Alattyán is a village in Jász-Nagykun-Szolnok county, in the Northern Great Plain region of central Hungary.

==Etymology==
The name likely comes from Oghur Turkic Alıp-tığan, which means "heroic falcon".

==History==
An Avar-era cemetery was excavated on its territory.

Its first written mention dates back to 1212 AD in the Váradi regestrum, in which it appears as Olaptiuã.

At the end of the 14th century, it was owned by the Kun family, later by the Chyrke family.

In the 15th century, there was a Kun settlement in the Kolbászszék vineyard.

The Ottoman Turks ransacked the settlement in 1536. It survived the Turkish invasion, but the wars of liberation also caused great destruction in Alattyán.

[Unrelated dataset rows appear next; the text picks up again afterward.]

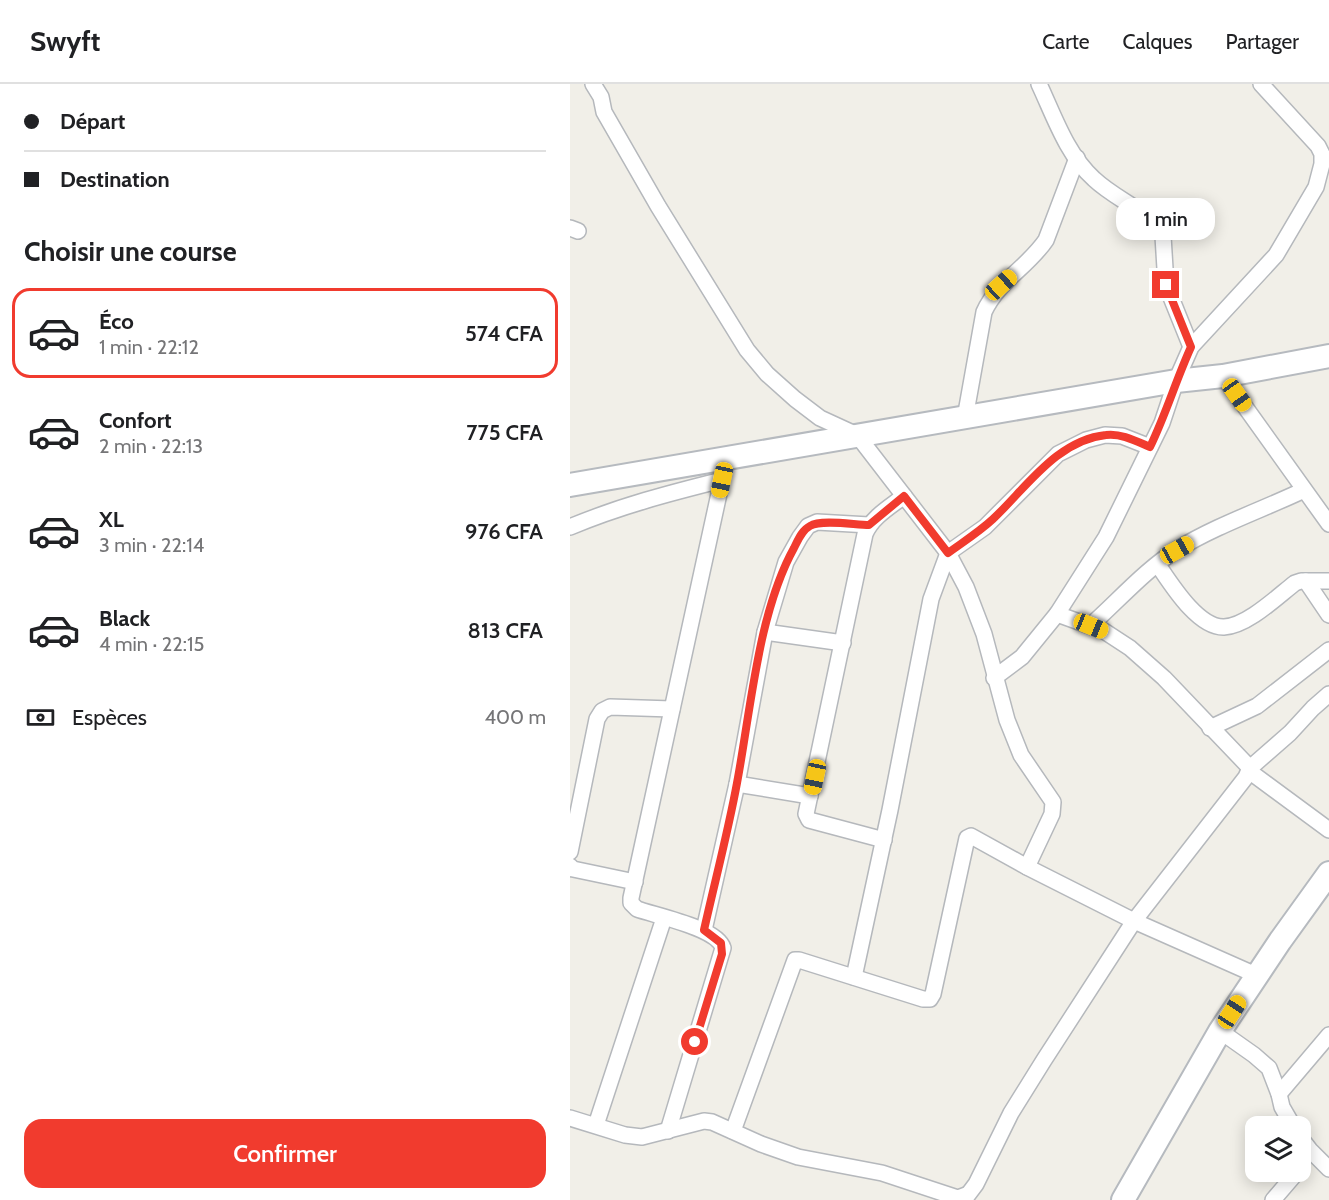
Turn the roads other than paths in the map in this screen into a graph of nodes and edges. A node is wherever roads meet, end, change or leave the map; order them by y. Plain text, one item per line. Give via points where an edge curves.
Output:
1 (592, 84) edge
2 (1039, 84) edge
3 (1261, 84) edge
4 (1077, 158) junction
5 (1325, 173) edge
6 (1191, 347) junction
7 (1329, 356) edge
8 (1223, 376) junction
9 (1176, 381) junction
10 (965, 418) junction
11 (857, 435) junction
12 (1150, 447) junction
13 (727, 457) junction
14 (722, 480) junction
15 (570, 485) edge
16 (1304, 490) junction
17 (904, 496) junction
18 (1329, 524) edge
19 (869, 525) junction
20 (570, 526) edge
21 (948, 553) junction
22 (1158, 565) junction
23 (1306, 581) junction
24 (1329, 581) edge
25 (1058, 614) junction
26 (1329, 615) edge
27 (1091, 626) junction
28 (765, 632) junction
29 (843, 643) junction
30 (1329, 650) edge
31 (994, 678) junction
32 (1329, 694) edge
33 (672, 710) junction
34 (1210, 728) junction
35 (1249, 770) junction
36 (737, 784) junction
37 (810, 796) junction
38 (1329, 830) edge
39 (884, 840) junction
40 (570, 852) edge
41 (570, 866) edge
42 (1027, 867) junction
43 (1329, 873) edge
44 (635, 882) junction
45 (664, 918) junction
46 (1134, 921) junction
47 (704, 930) junction
48 (1257, 975) junction
49 (854, 977) junction
50 (1220, 1031) junction
51 (1329, 1035) edge
52 (1279, 1094) junction
53 (1287, 1116) edge
54 (570, 1118) edge
55 (596, 1125) junction
56 (668, 1131) junction
57 (733, 1131) junction
58 (1311, 1151) edge
59 (1313, 1154) joint
60 (1328, 1168) edge
61 (1288, 1182) edge
62 (965, 1198) edge
63 (1123, 1200) edge
64 (1273, 1200) edge

1 - 11 street via 658,206 747,350 767,375 795,399 820,418
2 - 4 street
3 - 5 street via 1318,146
4 - 6 street via 1095,181 1161,229 1166,285
4 - 10 street via 1046,240 1001,285 984,312
5 - 6 street via 1276,255
6 - 9 street
7 - 8 street
8 - 9 street
8 - 16 street
9 - 10 street
9 - 12 street
10 - 11 street
11 - 13 street
11 - 17 street
12 - 21 street via 1122,436 1105,435 1058,454 989,523
12 - 25 street via 1106,537
13 - 14 street
13 - 15 street
14 - 20 street via 654,497
14 - 33 street
16 - 18 street
16 - 22 street via 1197,539
17 - 19 street
17 - 21 street
19 - 28 street via 817,522 808,526 786,562
19 - 29 street
21 - 31 street via 984,634
21 - 39 street via 931,599
22 - 23 street via 1194,611 1223,627 1241,622 1295,583
22 - 27 street
23 - 24 street
23 - 26 street
25 - 27 street
25 - 31 street via 1022,657
27 - 34 street via 1130,648
28 - 29 street
28 - 36 street
29 - 37 street
30 - 34 street via 1257,706
31 - 42 street via 1021,755 1054,807
32 - 35 street
33 - 40 street via 610,707 602,711 597,719
33 - 44 street
34 - 35 street
35 - 38 street
35 - 46 street
36 - 37 street
36 - 47 street
37 - 39 street via 806,814 809,820
39 - 49 street
41 - 44 street
42 - 46 street
42 - 49 street via 971,836 967,838 930,999
43 - 48 street
44 - 45 street via 633,906
45 - 47 street
45 - 55 street
46 - 48 street
46 - 62 street via 1011,1113 976,1184
47 - 56 street via 721,943 722,954
48 - 50 street
49 - 57 street via 795,960
50 - 52 street via 1269,1068
50 - 63 street
51 - 52 street
52 - 53 street
54 - 55 street
55 - 56 street via 642,1137
56 - 57 street via 704,1121
57 - 62 street via 798,1157 882,1173
58 - 59 street
59 - 60 street
61 - 64 street

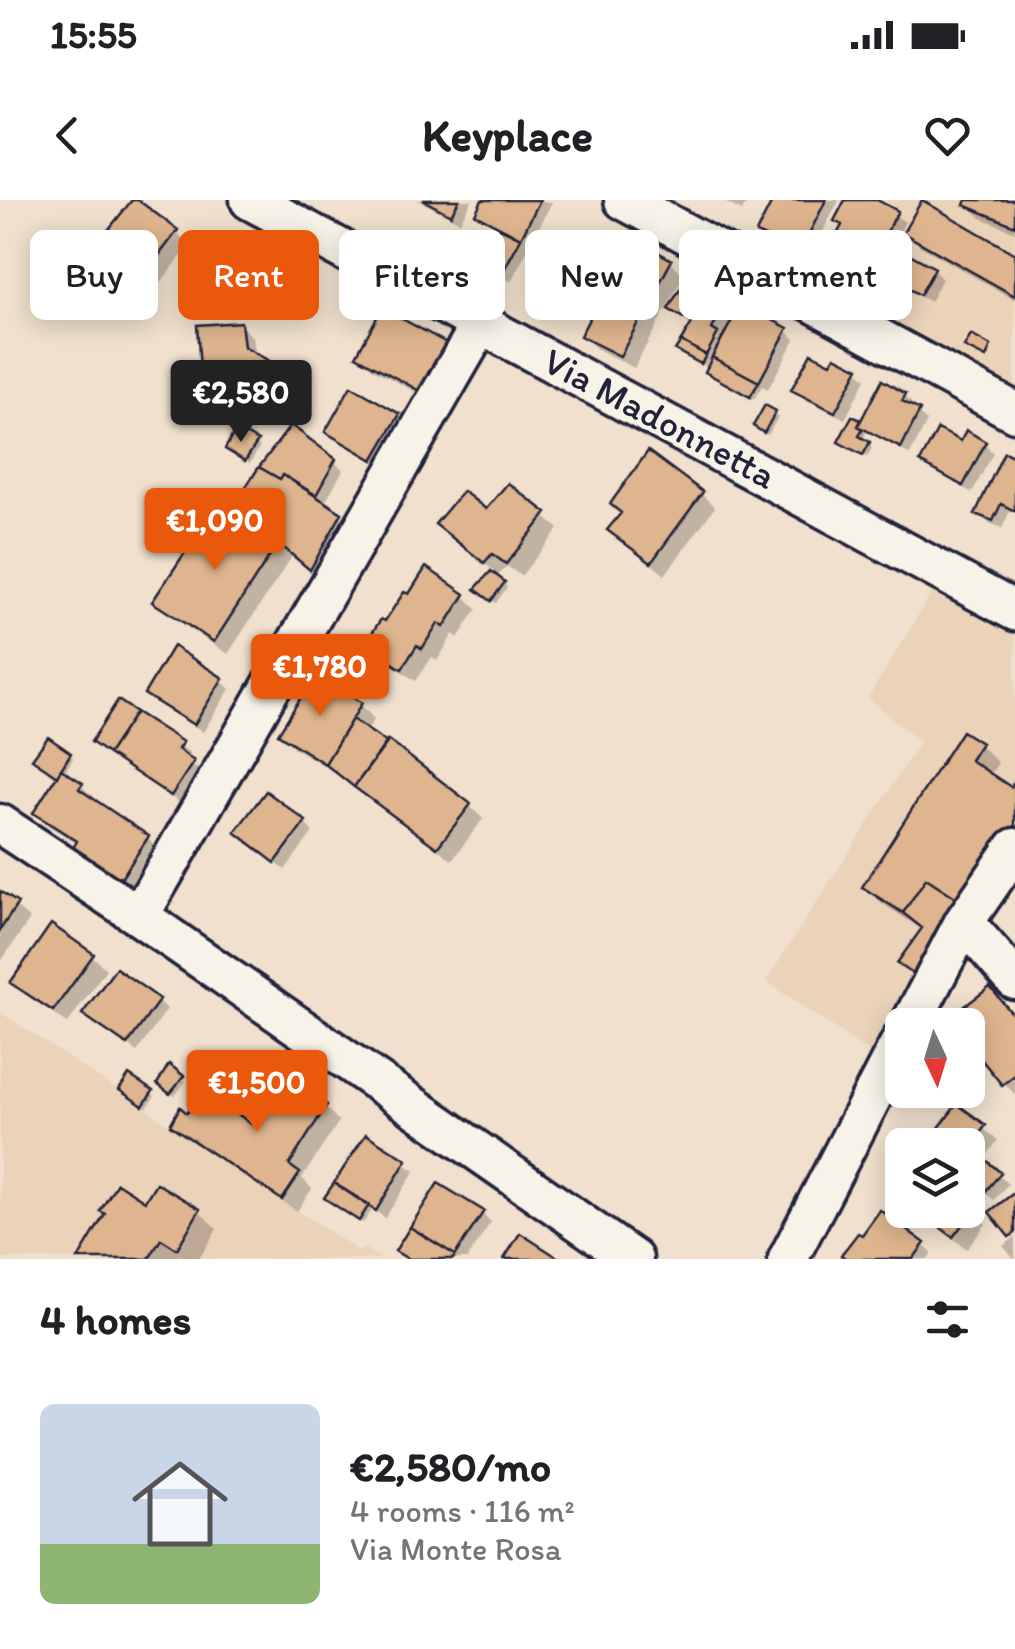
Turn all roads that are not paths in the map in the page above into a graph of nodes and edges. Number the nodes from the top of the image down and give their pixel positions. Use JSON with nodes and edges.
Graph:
{"nodes":[{"id":1,"x":250,"y":200,"type":"edge"},
{"id":2,"x":624,"y":200,"type":"edge"},
{"id":3,"x":482,"y":322,"type":"junction"},
{"id":4,"x":1015,"y":412,"type":"edge"},
{"id":5,"x":1015,"y":611,"type":"edge"},
{"id":6,"x":0,"y":824,"type":"edge"},
{"id":7,"x":1015,"y":848,"type":"edge"},
{"id":8,"x":140,"y":916,"type":"junction"},
{"id":9,"x":964,"y":922,"type":"junction"},
{"id":10,"x":1015,"y":980,"type":"edge"},
{"id":11,"x":919,"y":1008,"type":"edge"},
{"id":12,"x":885,"y":1072,"type":"edge"},
{"id":13,"x":633,"y":1259,"type":"edge"},
{"id":14,"x":788,"y":1259,"type":"edge"}],
"edges":[{"from":1,"to":3,"type":"street","name":"Via Madonnetta"},
{"from":2,"to":4,"type":"street"},
{"from":3,"to":5,"type":"street","name":"Via Madonnetta"},
{"from":3,"to":8,"type":"street"},
{"from":6,"to":8,"type":"street"},
{"from":7,"to":9,"type":"street"},
{"from":8,"to":13,"type":"street"},
{"from":9,"to":10,"type":"street"},
{"from":9,"to":11,"type":"street"},
{"from":12,"to":14,"type":"street"}]}
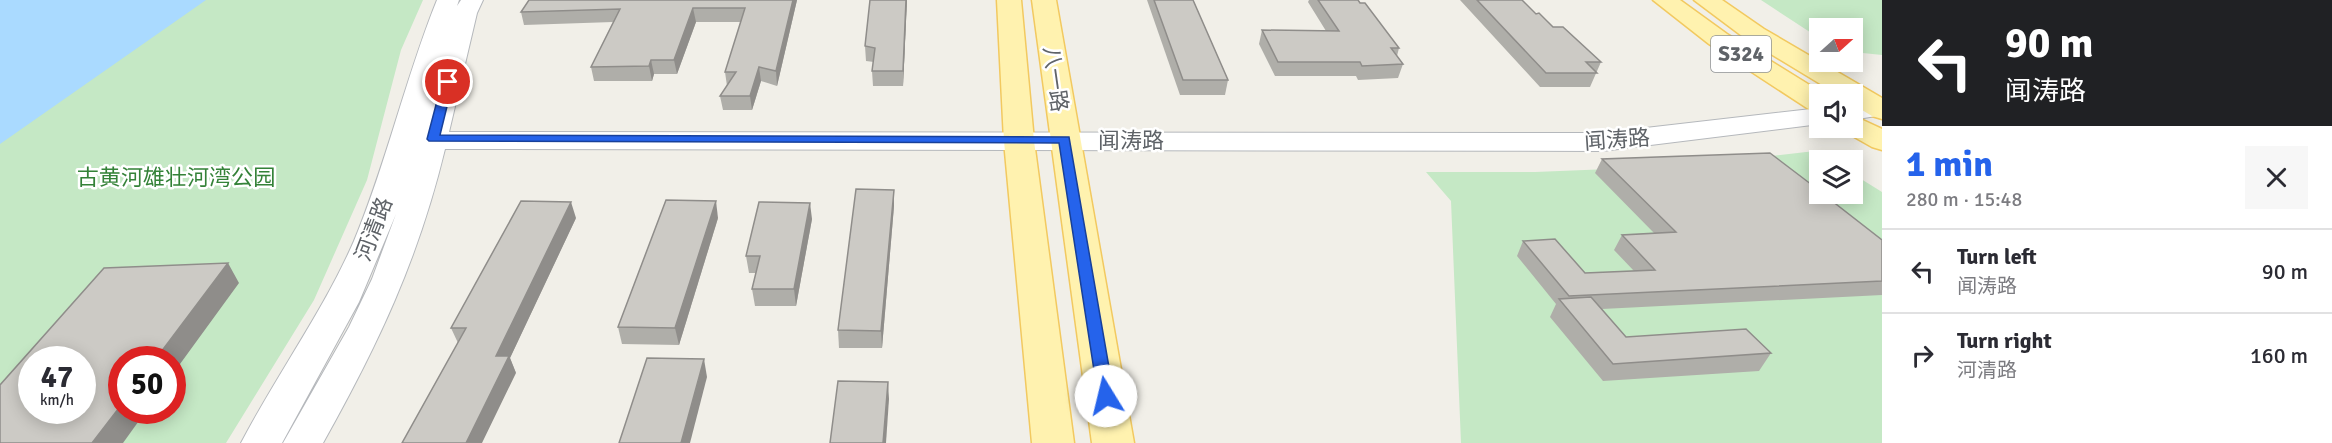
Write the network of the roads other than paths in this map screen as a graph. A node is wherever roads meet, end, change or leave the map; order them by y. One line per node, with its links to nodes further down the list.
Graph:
1 (448, 0): 12 (street, 河清路)
2 (472, 0): 12 (street, 河清路)
3 (1009, 0): 14 (main road, 八一路)
4 (1044, 0): 13 (main road, 八一路)
5 (1665, 0): 7 (main road, S324)
6 (1706, 0): 8 (main road, S324)
7 (1809, 97)
8 (1881, 108): 9 (street)
9 (1863, 110)
10 (1809, 117): 13 (street, 闻涛路)
11 (1863, 130): 15 (main road)
12 (419, 140): 14 (street, 闻涛路); 16 (street, 河清路); 17 (street, 河清路)
13 (1065, 140): 14 (street, 闻涛路); 19 (main road, 八一路)
14 (1020, 141): 18 (main road, 八一路)
15 (1882, 141)
16 (261, 443)
17 (303, 443)
18 (1053, 443)
19 (1113, 443)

Around 1700, a part-owner, the provost of Premontre in Jánoshida, settled Moravian settlers in the area.

The village was added to the county of Jász-Nagykun-Szolnok and to Jászság in the geographical-historical sense by Article 33 of 1876.

Its population was 1,610 in 1851, 2,067 in 1891, 2,423 in 1910, 1,929 in 1990, and 2,060 in 2001.

==Famous people from Alattyán==

On 15 May 2007, The New York Times published an article about looking for the ancestral estate of French president Nicolas Sarkozy's family in Alattyán.

Nowadays, for the elder inhabitants of Alattyán, Nicolas Sarkozy, nagybócsai Sárközy Miklós in Hungarian, is still considered their lord.